Dataset entries:
____

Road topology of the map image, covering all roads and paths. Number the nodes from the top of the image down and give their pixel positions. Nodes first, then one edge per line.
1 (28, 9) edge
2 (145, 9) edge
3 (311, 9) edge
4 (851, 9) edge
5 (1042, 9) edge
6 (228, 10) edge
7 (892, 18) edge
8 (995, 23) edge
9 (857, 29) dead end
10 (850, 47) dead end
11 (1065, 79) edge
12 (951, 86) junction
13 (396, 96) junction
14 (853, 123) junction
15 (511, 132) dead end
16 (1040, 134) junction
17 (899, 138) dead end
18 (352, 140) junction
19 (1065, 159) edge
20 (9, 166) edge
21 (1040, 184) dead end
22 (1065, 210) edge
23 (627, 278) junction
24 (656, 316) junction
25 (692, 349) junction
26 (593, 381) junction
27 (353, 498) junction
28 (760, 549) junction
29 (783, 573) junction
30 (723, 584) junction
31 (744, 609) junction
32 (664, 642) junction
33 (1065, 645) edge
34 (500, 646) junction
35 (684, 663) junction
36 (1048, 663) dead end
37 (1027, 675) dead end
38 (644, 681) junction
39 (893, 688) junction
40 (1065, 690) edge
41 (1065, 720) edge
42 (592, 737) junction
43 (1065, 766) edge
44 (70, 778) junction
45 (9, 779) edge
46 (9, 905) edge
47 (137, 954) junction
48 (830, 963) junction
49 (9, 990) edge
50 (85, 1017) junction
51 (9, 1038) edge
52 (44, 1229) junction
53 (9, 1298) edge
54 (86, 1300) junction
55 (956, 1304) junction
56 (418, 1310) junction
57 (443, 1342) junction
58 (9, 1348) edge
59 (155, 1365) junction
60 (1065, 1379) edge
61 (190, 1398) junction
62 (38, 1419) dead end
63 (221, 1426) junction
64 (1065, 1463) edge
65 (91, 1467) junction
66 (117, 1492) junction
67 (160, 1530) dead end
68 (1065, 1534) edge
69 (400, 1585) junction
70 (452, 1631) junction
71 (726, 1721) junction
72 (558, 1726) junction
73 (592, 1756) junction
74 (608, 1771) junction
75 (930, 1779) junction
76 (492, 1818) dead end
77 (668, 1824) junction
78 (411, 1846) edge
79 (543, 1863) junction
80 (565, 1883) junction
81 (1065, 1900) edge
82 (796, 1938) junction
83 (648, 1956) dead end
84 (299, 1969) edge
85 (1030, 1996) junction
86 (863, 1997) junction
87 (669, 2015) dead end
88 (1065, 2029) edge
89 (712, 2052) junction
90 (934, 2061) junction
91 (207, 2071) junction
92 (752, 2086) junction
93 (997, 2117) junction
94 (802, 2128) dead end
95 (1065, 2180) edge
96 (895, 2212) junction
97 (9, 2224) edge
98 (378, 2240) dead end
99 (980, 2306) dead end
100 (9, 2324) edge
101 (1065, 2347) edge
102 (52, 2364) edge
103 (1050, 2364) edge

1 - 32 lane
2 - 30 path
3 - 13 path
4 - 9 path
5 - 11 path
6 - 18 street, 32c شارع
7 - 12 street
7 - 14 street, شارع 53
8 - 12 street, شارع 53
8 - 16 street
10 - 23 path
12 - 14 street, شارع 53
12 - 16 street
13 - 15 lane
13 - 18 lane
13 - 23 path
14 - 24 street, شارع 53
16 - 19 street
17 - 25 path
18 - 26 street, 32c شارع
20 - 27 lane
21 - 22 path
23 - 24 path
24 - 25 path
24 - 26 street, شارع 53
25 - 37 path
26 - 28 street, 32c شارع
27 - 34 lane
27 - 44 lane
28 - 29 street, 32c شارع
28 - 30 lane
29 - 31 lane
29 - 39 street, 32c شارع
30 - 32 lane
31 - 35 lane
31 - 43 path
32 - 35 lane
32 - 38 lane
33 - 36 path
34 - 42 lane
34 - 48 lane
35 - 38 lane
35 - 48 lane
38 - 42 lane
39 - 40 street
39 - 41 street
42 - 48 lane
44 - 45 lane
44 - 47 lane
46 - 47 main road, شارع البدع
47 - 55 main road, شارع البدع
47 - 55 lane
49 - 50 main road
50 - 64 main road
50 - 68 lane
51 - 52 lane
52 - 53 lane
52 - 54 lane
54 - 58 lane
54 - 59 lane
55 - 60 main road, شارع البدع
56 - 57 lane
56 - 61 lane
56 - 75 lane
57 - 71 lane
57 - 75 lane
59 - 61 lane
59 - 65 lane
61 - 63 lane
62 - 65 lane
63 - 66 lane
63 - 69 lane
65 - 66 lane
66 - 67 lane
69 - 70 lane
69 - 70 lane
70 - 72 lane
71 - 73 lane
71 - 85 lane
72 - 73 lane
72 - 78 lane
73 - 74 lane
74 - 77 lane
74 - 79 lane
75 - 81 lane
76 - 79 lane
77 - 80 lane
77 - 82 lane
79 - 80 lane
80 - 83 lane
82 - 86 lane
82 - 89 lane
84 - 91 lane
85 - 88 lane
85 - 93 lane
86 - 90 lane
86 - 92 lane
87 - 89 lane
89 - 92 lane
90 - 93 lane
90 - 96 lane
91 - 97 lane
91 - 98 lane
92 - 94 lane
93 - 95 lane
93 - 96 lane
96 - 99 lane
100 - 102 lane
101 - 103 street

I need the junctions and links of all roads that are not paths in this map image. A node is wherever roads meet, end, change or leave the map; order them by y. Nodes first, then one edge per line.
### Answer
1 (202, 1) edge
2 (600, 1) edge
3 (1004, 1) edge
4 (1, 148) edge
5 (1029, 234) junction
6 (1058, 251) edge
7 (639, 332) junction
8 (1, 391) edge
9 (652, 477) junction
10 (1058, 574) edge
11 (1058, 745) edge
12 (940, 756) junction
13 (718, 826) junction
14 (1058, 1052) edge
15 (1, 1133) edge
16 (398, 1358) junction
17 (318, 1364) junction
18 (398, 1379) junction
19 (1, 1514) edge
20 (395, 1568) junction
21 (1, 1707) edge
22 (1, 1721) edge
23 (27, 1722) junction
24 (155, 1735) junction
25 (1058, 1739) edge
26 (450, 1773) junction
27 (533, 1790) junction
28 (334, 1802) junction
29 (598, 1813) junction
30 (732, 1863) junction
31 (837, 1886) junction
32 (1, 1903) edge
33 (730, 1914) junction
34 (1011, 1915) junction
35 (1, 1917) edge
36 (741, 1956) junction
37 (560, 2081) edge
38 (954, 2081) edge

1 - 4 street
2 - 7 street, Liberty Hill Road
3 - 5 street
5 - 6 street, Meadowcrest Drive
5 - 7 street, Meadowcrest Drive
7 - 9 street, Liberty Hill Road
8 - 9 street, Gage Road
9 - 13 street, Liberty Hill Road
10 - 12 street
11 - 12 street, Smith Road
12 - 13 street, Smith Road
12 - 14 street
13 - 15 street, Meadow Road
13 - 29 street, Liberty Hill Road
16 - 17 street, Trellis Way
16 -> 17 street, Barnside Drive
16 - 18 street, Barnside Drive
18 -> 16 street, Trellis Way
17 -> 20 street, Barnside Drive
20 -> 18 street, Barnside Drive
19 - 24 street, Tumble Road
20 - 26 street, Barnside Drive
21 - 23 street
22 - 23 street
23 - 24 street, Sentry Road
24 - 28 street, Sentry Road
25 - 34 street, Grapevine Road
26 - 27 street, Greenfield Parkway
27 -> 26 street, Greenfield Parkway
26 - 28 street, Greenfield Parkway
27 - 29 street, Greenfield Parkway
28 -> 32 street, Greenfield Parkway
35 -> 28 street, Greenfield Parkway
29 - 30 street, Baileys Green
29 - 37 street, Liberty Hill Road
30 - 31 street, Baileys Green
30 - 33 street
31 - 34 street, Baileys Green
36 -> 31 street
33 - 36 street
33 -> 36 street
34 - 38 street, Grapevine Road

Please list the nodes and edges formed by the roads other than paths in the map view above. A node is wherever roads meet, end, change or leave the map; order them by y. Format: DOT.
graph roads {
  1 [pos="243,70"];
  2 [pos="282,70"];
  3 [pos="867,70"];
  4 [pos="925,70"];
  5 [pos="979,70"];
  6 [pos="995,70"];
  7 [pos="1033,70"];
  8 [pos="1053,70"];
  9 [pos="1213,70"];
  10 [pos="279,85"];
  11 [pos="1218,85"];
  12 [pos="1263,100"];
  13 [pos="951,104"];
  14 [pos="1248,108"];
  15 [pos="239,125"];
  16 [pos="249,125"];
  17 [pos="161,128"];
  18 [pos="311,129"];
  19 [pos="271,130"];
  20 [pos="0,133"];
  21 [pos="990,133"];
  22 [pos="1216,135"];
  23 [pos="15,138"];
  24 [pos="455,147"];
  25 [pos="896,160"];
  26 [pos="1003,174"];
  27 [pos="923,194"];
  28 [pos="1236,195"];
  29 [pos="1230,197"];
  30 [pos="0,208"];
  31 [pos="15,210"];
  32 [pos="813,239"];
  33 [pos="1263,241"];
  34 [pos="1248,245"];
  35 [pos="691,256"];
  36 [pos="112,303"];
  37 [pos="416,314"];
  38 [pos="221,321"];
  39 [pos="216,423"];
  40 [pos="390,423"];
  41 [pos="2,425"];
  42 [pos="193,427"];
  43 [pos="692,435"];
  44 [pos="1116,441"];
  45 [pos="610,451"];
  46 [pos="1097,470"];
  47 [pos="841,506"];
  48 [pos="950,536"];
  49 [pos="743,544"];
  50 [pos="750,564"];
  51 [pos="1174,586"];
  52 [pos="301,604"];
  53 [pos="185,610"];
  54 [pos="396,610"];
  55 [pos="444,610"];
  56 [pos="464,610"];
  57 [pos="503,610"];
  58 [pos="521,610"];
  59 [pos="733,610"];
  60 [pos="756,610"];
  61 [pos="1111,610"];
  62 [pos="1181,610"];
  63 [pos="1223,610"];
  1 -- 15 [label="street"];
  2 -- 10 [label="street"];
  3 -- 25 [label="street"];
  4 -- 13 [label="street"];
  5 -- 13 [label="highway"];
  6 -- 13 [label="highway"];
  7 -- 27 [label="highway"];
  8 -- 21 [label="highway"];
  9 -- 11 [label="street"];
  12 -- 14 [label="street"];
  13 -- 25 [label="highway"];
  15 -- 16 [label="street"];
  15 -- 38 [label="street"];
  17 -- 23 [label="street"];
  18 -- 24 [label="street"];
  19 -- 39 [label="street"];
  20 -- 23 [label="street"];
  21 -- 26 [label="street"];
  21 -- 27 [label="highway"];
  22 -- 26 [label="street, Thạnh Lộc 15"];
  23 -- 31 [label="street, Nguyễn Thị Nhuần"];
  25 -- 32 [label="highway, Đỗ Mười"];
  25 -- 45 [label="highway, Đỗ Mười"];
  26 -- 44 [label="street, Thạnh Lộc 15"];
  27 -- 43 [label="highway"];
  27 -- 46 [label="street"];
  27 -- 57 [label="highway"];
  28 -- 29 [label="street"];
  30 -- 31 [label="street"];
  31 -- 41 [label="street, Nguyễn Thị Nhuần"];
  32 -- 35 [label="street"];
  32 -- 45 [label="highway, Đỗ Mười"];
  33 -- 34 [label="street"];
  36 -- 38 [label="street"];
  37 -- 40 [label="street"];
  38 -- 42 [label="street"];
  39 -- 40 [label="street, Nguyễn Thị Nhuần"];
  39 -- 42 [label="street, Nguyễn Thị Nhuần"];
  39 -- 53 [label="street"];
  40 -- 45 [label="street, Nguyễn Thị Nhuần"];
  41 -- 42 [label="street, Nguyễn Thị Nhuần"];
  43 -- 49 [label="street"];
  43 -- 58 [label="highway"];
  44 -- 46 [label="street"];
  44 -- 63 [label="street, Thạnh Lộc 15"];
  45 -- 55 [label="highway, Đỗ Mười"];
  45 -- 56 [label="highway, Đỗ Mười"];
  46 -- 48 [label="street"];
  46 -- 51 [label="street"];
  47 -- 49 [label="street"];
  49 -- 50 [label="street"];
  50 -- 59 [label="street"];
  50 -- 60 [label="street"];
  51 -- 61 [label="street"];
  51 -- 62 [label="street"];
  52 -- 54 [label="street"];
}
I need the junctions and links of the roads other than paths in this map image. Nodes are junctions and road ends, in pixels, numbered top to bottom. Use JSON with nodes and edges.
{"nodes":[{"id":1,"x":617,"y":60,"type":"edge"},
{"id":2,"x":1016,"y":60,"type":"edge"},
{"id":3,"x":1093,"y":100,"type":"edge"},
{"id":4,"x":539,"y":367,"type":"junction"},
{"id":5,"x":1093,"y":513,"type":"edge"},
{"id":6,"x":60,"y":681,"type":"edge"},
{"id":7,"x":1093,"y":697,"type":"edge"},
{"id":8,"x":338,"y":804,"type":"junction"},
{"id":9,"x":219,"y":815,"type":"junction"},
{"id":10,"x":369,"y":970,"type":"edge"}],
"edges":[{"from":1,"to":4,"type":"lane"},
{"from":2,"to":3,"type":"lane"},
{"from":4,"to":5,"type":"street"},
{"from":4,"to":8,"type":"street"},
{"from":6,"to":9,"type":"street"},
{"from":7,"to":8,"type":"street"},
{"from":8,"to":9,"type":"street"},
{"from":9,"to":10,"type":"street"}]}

____

**TASK STATEMENT**:
Looking at the entries above, copy out every line in which "Drive" occurs.

**EXPECTED OUTPUT**:
5 - 6 street, Meadowcrest Drive
5 - 7 street, Meadowcrest Drive
16 -> 17 street, Barnside Drive
16 - 18 street, Barnside Drive
17 -> 20 street, Barnside Drive
20 -> 18 street, Barnside Drive
20 - 26 street, Barnside Drive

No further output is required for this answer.